Records from a data collection:

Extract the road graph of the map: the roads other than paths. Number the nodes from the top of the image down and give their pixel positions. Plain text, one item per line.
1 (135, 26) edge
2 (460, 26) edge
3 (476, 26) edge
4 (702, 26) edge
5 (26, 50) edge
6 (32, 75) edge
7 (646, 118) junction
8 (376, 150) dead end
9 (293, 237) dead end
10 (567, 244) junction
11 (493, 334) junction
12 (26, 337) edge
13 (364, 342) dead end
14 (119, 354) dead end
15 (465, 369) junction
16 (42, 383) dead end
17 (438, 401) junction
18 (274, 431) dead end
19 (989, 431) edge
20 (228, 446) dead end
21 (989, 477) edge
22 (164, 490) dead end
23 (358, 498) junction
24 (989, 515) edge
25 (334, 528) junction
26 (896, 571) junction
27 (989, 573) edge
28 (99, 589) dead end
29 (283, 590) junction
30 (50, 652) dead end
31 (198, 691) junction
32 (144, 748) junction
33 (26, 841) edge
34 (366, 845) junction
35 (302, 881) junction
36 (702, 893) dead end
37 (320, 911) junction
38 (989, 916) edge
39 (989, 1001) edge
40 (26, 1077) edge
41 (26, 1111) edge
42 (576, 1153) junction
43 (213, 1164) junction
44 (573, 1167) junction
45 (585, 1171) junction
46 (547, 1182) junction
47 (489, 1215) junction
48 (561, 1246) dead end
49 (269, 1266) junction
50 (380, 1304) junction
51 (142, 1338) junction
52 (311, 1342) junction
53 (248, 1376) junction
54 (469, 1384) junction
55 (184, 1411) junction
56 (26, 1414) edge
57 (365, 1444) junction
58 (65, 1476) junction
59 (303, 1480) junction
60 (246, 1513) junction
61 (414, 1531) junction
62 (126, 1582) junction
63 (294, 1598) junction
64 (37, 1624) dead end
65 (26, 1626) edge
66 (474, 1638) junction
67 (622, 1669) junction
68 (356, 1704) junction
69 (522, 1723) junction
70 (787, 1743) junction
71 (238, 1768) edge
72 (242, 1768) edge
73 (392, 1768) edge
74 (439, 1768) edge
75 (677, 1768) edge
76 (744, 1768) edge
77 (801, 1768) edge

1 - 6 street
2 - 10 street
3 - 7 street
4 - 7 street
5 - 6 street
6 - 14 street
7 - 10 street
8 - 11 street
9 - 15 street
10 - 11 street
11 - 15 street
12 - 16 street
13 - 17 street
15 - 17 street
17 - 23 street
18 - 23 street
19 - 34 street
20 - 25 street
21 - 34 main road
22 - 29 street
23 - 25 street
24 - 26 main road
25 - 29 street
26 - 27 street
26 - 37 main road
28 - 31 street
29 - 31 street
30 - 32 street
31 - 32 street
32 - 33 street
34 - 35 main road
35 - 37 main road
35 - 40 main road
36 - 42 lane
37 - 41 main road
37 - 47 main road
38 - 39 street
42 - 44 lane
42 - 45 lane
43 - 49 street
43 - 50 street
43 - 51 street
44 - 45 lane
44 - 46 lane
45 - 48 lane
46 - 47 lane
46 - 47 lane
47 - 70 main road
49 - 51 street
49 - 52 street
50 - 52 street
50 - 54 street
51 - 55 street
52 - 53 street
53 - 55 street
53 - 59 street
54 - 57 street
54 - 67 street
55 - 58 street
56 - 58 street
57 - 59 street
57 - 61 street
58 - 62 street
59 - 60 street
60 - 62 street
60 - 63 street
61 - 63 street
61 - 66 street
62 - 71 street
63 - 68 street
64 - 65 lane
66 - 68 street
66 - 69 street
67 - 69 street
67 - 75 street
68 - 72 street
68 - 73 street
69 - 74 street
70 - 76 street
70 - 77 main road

TASK DESCRIPTION:
Line by line, please copy the records above exactly.

REPLY:
Extract the road graph of the map: the roads other than paths. Number the nodes from the top of the image down and give their pixel positions. Plain text, one item per line.
1 (135, 26) edge
2 (460, 26) edge
3 (476, 26) edge
4 (702, 26) edge
5 (26, 50) edge
6 (32, 75) edge
7 (646, 118) junction
8 (376, 150) dead end
9 (293, 237) dead end
10 (567, 244) junction
11 (493, 334) junction
12 (26, 337) edge
13 (364, 342) dead end
14 (119, 354) dead end
15 (465, 369) junction
16 (42, 383) dead end
17 (438, 401) junction
18 (274, 431) dead end
19 (989, 431) edge
20 (228, 446) dead end
21 (989, 477) edge
22 (164, 490) dead end
23 (358, 498) junction
24 (989, 515) edge
25 (334, 528) junction
26 (896, 571) junction
27 (989, 573) edge
28 (99, 589) dead end
29 (283, 590) junction
30 (50, 652) dead end
31 (198, 691) junction
32 (144, 748) junction
33 (26, 841) edge
34 (366, 845) junction
35 (302, 881) junction
36 (702, 893) dead end
37 (320, 911) junction
38 (989, 916) edge
39 (989, 1001) edge
40 (26, 1077) edge
41 (26, 1111) edge
42 (576, 1153) junction
43 (213, 1164) junction
44 (573, 1167) junction
45 (585, 1171) junction
46 (547, 1182) junction
47 (489, 1215) junction
48 (561, 1246) dead end
49 (269, 1266) junction
50 (380, 1304) junction
51 (142, 1338) junction
52 (311, 1342) junction
53 (248, 1376) junction
54 (469, 1384) junction
55 (184, 1411) junction
56 (26, 1414) edge
57 (365, 1444) junction
58 (65, 1476) junction
59 (303, 1480) junction
60 (246, 1513) junction
61 (414, 1531) junction
62 (126, 1582) junction
63 (294, 1598) junction
64 (37, 1624) dead end
65 (26, 1626) edge
66 (474, 1638) junction
67 (622, 1669) junction
68 (356, 1704) junction
69 (522, 1723) junction
70 (787, 1743) junction
71 (238, 1768) edge
72 (242, 1768) edge
73 (392, 1768) edge
74 (439, 1768) edge
75 (677, 1768) edge
76 (744, 1768) edge
77 (801, 1768) edge

1 - 6 street
2 - 10 street
3 - 7 street
4 - 7 street
5 - 6 street
6 - 14 street
7 - 10 street
8 - 11 street
9 - 15 street
10 - 11 street
11 - 15 street
12 - 16 street
13 - 17 street
15 - 17 street
17 - 23 street
18 - 23 street
19 - 34 street
20 - 25 street
21 - 34 main road
22 - 29 street
23 - 25 street
24 - 26 main road
25 - 29 street
26 - 27 street
26 - 37 main road
28 - 31 street
29 - 31 street
30 - 32 street
31 - 32 street
32 - 33 street
34 - 35 main road
35 - 37 main road
35 - 40 main road
36 - 42 lane
37 - 41 main road
37 - 47 main road
38 - 39 street
42 - 44 lane
42 - 45 lane
43 - 49 street
43 - 50 street
43 - 51 street
44 - 45 lane
44 - 46 lane
45 - 48 lane
46 - 47 lane
46 - 47 lane
47 - 70 main road
49 - 51 street
49 - 52 street
50 - 52 street
50 - 54 street
51 - 55 street
52 - 53 street
53 - 55 street
53 - 59 street
54 - 57 street
54 - 67 street
55 - 58 street
56 - 58 street
57 - 59 street
57 - 61 street
58 - 62 street
59 - 60 street
60 - 62 street
60 - 63 street
61 - 63 street
61 - 66 street
62 - 71 street
63 - 68 street
64 - 65 lane
66 - 68 street
66 - 69 street
67 - 69 street
67 - 75 street
68 - 72 street
68 - 73 street
69 - 74 street
70 - 76 street
70 - 77 main road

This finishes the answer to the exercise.